*WHAT IS EXPECTED*: Read through the data, and wherever a line holds the word "GRATIGNY", write that line out.

[[ DATA FOR PROCESSING, beginning ]]

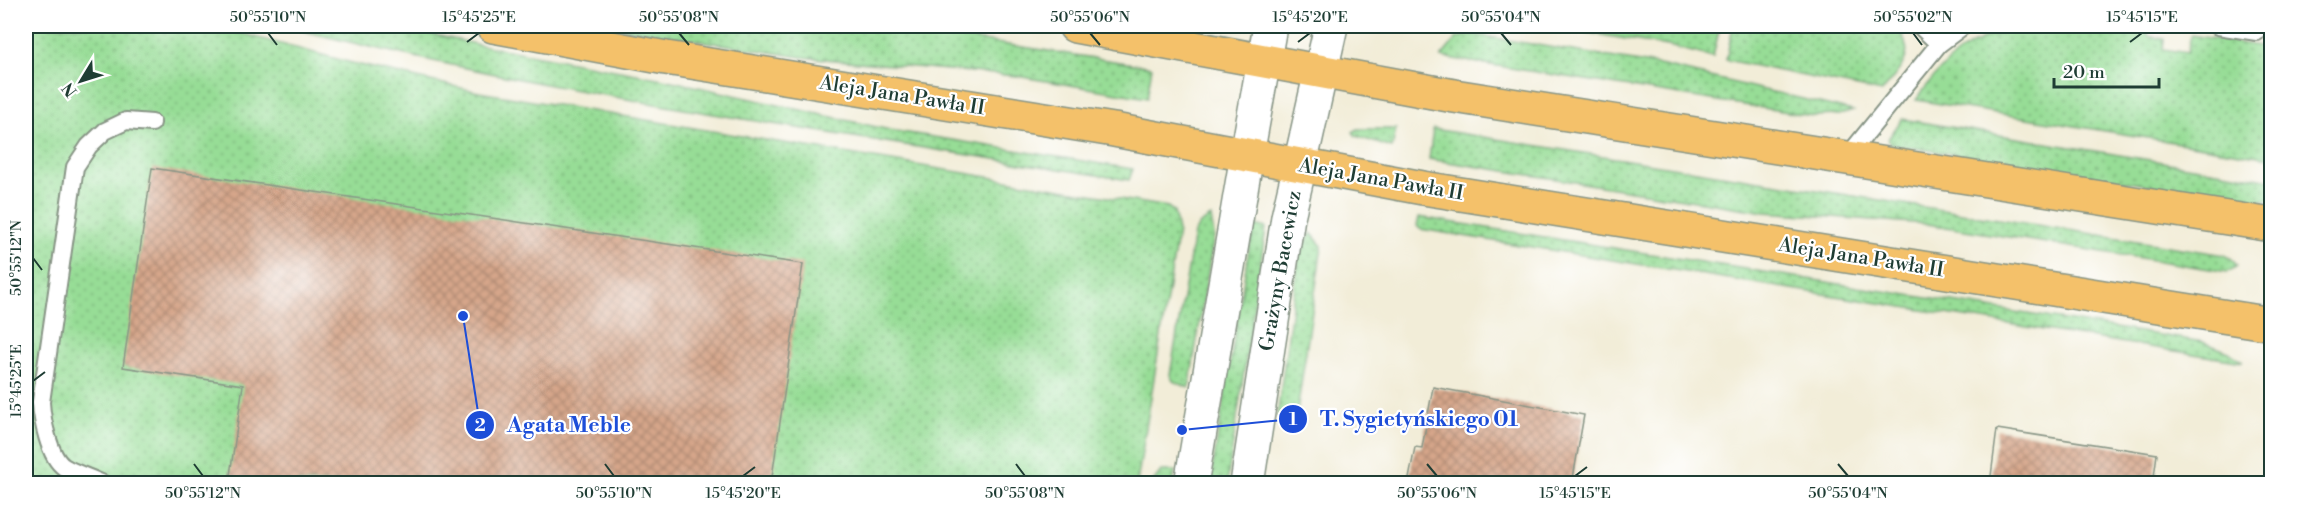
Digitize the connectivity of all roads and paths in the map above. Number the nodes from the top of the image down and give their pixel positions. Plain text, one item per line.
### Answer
1 (493, 26) edge
2 (1075, 26) edge
3 (1270, 26) edge
4 (1331, 26) edge
5 (1920, 26) edge
6 (1963, 26) edge
7 (2218, 26) edge
8 (2258, 26) edge
9 (1939, 44) junction
10 (1264, 59) junction
11 (1322, 72) junction
12 (152, 123) dead end
13 (1247, 155) junction
14 (1847, 157) junction
15 (1300, 165) junction
16 (2271, 225) edge
17 (2271, 324) edge
18 (103, 483) edge
19 (1191, 483) edge
20 (1247, 483) edge

1 - 13 main road, Aleja Jana Pawła II
2 - 10 main road
3 - 10 street
4 - 11 street, Grażyny Bacewicz
5 - 9 lane
6 - 9 lane
7 - 8 lane
9 - 14 lane
10 - 11 main road
10 - 13 street
11 - 14 main road
11 - 15 street, Grażyny Bacewicz
12 - 18 lane
13 - 15 main road, Aleja Jana Pawła II
13 - 19 street
14 - 16 main road
15 - 17 main road, Aleja Jana Pawła II
15 - 20 street, Grażyny Bacewicz

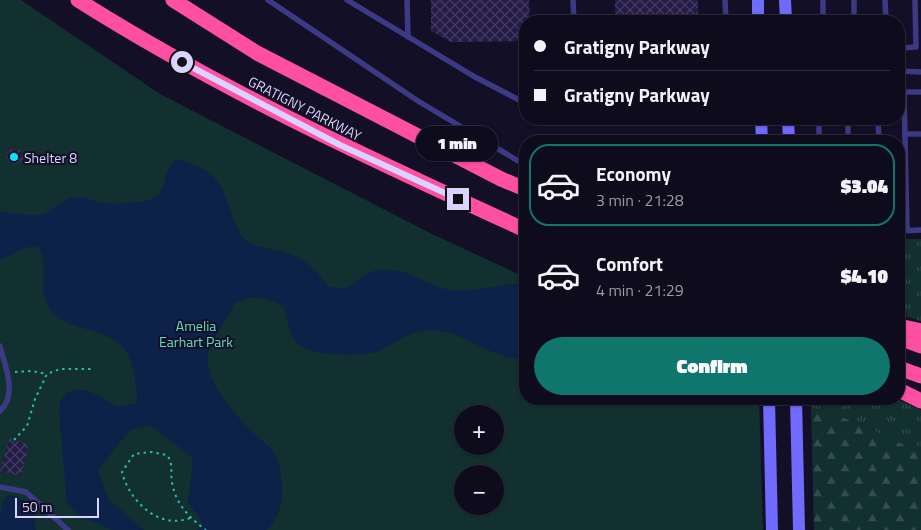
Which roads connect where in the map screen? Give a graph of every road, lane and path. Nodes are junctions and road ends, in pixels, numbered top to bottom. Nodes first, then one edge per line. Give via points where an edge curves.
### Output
1 (78, 0) edge
2 (173, 0) edge
3 (268, 0) edge
4 (347, 0) edge
5 (407, 0) edge
6 (573, 0) edge
7 (725, 0) edge
8 (758, 0) edge
9 (785, 0) edge
10 (823, 0) edge
11 (854, 0) edge
12 (885, 0) edge
13 (915, 0) edge
14 (574, 15) edge
15 (726, 15) edge
16 (758, 15) edge
17 (786, 15) edge
18 (823, 15) edge
19 (854, 15) edge
20 (886, 15) edge
21 (408, 37) junction
22 (905, 48) edge
23 (918, 49) edge
24 (905, 71) edge
25 (921, 72) edge
26 (905, 92) edge
27 (921, 92) edge
28 (519, 100) edge
29 (904, 125) edge
30 (905, 134) junction
31 (921, 134) edge
32 (519, 161) edge
33 (519, 186) edge
34 (519, 227) edge
35 (907, 230) joint
36 (921, 230) edge
37 (905, 328) edge
38 (921, 332) edge
39 (905, 340) edge
40 (0, 346) edge
41 (921, 346) edge
42 (94, 369) dead end
43 (905, 370) edge
44 (7, 374) junction
45 (47, 374) junction
46 (921, 376) edge
47 (905, 393) edge
48 (921, 401) edge
49 (769, 405) edge
50 (796, 405) edge
51 (0, 411) edge
52 (14, 440) dead end
53 (0, 487) edge
54 (190, 518) junction
55 (68, 530) edge
56 (206, 530) edge
57 (772, 530) edge
58 (799, 530) edge

1 - 34 highway, GRATIGNY PARKWAY via 147,44 331,140
2 - 33 highway, GRATIGNY PARKWAY via 257,53
3 - 32 lane via 418,101
4 - 21 lane
5 - 21 lane
6 - 14 lane
7 - 15 lane
8 - 16 main road
9 - 17 main road
10 - 18 lane
11 - 19 lane
12 - 20 lane
13 - 23 lane
21 - 28 lane
22 - 23 lane
24 - 25 lane
26 - 27 lane
29 - 30 lane
30 - 31 lane
30 - 35 lane
35 - 36 lane
37 - 38 highway
39 - 41 highway
40 - 44 lane
42 - 45 path via 60,369
43 - 46 highway
44 - 45 path via 32,371
44 - 51 lane via 10,392 6,405
45 - 52 path via 27,426
47 - 48 highway
49 - 57 main road
50 - 58 main road
53 - 55 lane via 26,492
54 - 54 path via 176,521 158,516 144,509 131,495 122,472 134,454 151,452 167,455 172,462 171,482
54 - 56 path

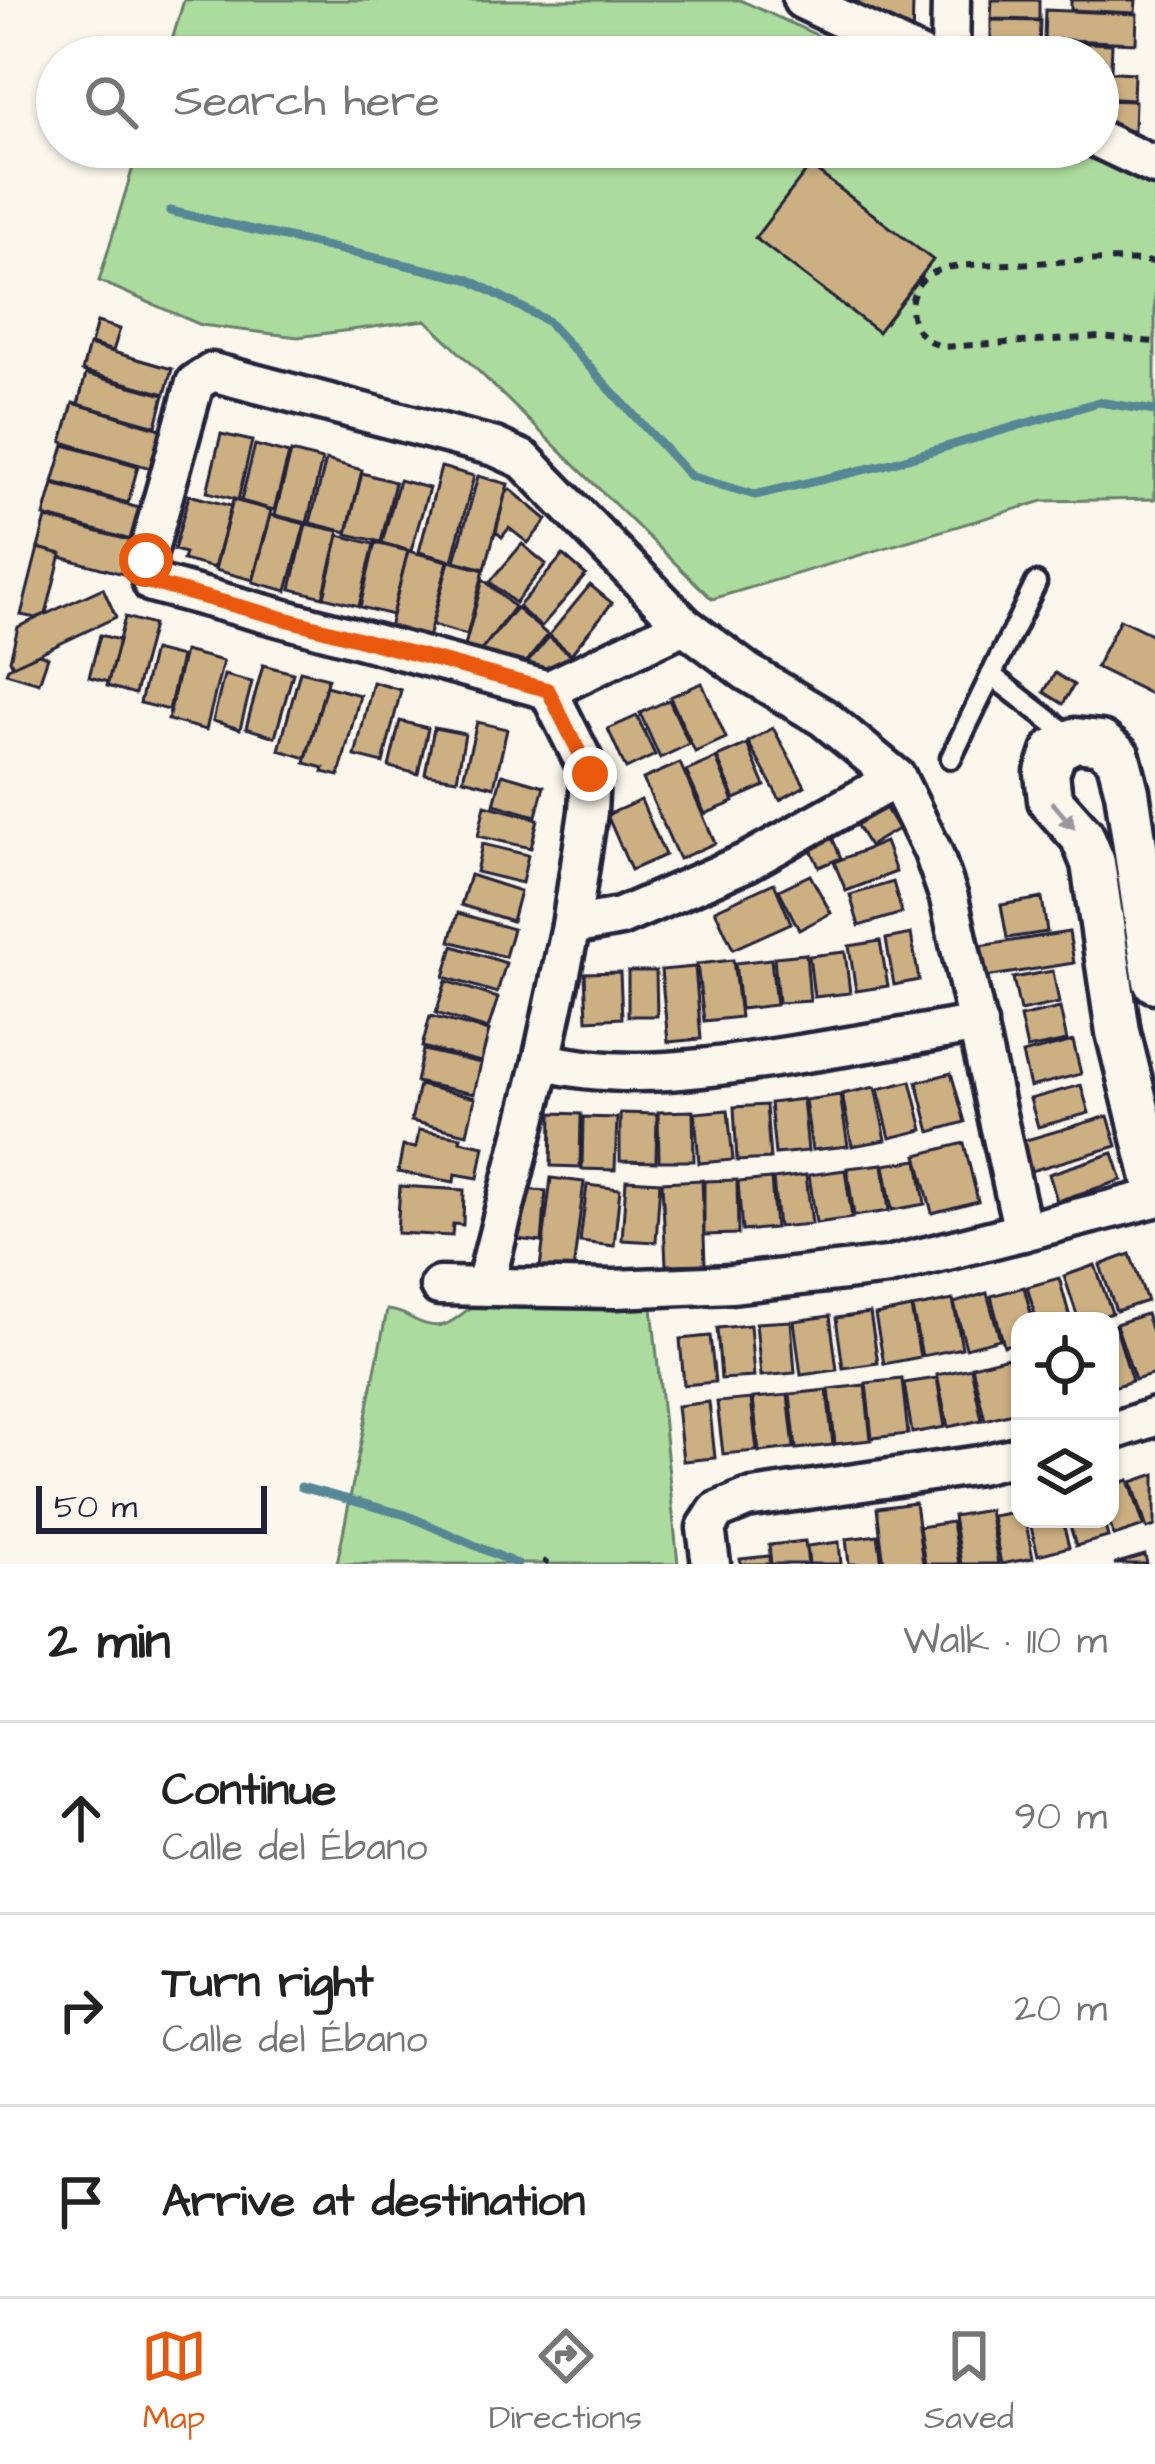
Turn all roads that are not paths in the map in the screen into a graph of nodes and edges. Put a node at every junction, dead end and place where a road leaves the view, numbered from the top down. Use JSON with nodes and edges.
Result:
{"nodes":[{"id":1,"x":802,"y":0,"type":"edge"},
{"id":2,"x":951,"y":0,"type":"edge"},
{"id":3,"x":877,"y":36,"type":"edge"},
{"id":4,"x":950,"y":36,"type":"edge"},
{"id":5,"x":1119,"y":150,"type":"edge"},
{"id":6,"x":1155,"y":166,"type":"edge"},
{"id":7,"x":1036,"y":583,"type":"dead end"},
{"id":8,"x":684,"y":625,"type":"junction"},
{"id":9,"x":992,"y":675,"type":"junction"},
{"id":10,"x":548,"y":690,"type":"junction"},
{"id":11,"x":1075,"y":740,"type":"junction"},
{"id":12,"x":951,"y":758,"type":"dead end"},
{"id":13,"x":896,"y":778,"type":"junction"},
{"id":14,"x":571,"y":926,"type":"junction"},
{"id":15,"x":1155,"y":981,"type":"edge"},
{"id":16,"x":978,"y":1024,"type":"junction"},
{"id":17,"x":542,"y":1061,"type":"junction"},
{"id":18,"x":1155,"y":1182,"type":"edge"},
{"id":19,"x":1155,"y":1198,"type":"edge"},
{"id":20,"x":1023,"y":1232,"type":"junction"},
{"id":21,"x":484,"y":1285,"type":"junction"},
{"id":22,"x":440,"y":1286,"type":"dead end"},
{"id":23,"x":1155,"y":1417,"type":"edge"},
{"id":24,"x":1119,"y":1429,"type":"edge"},
{"id":25,"x":1011,"y":1457,"type":"edge"},
{"id":26,"x":711,"y":1564,"type":"edge"}],
"edges":[{"from":1,"to":3,"type":"street"},
{"from":2,"to":4,"type":"street"},
{"from":5,"to":6,"type":"street"},
{"from":7,"to":9,"type":"lane"},
{"from":8,"to":10,"type":"street"},
{"from":8,"to":10,"type":"street"},
{"from":8,"to":13,"type":"street"},
{"from":9,"to":11,"type":"lane"},
{"from":9,"to":12,"type":"lane"},
{"from":10,"to":14,"type":"street"},
{"from":11,"to":15,"type":"street"},
{"from":11,"to":18,"type":"street","one_way":true},
{"from":13,"to":14,"type":"street"},
{"from":13,"to":16,"type":"street"},
{"from":14,"to":17,"type":"street"},
{"from":16,"to":17,"type":"street"},
{"from":16,"to":20,"type":"street"},
{"from":17,"to":21,"type":"street"},
{"from":19,"to":20,"type":"street"},
{"from":20,"to":21,"type":"street"},
{"from":21,"to":22,"type":"street"},
{"from":23,"to":24,"type":"street"},
{"from":25,"to":26,"type":"street"}]}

[[ DATA FOR PROCESSING, end ]]

*ANSWER AREA*:
1 - 34 highway, GRATIGNY PARKWAY via 147,44 331,140
2 - 33 highway, GRATIGNY PARKWAY via 257,53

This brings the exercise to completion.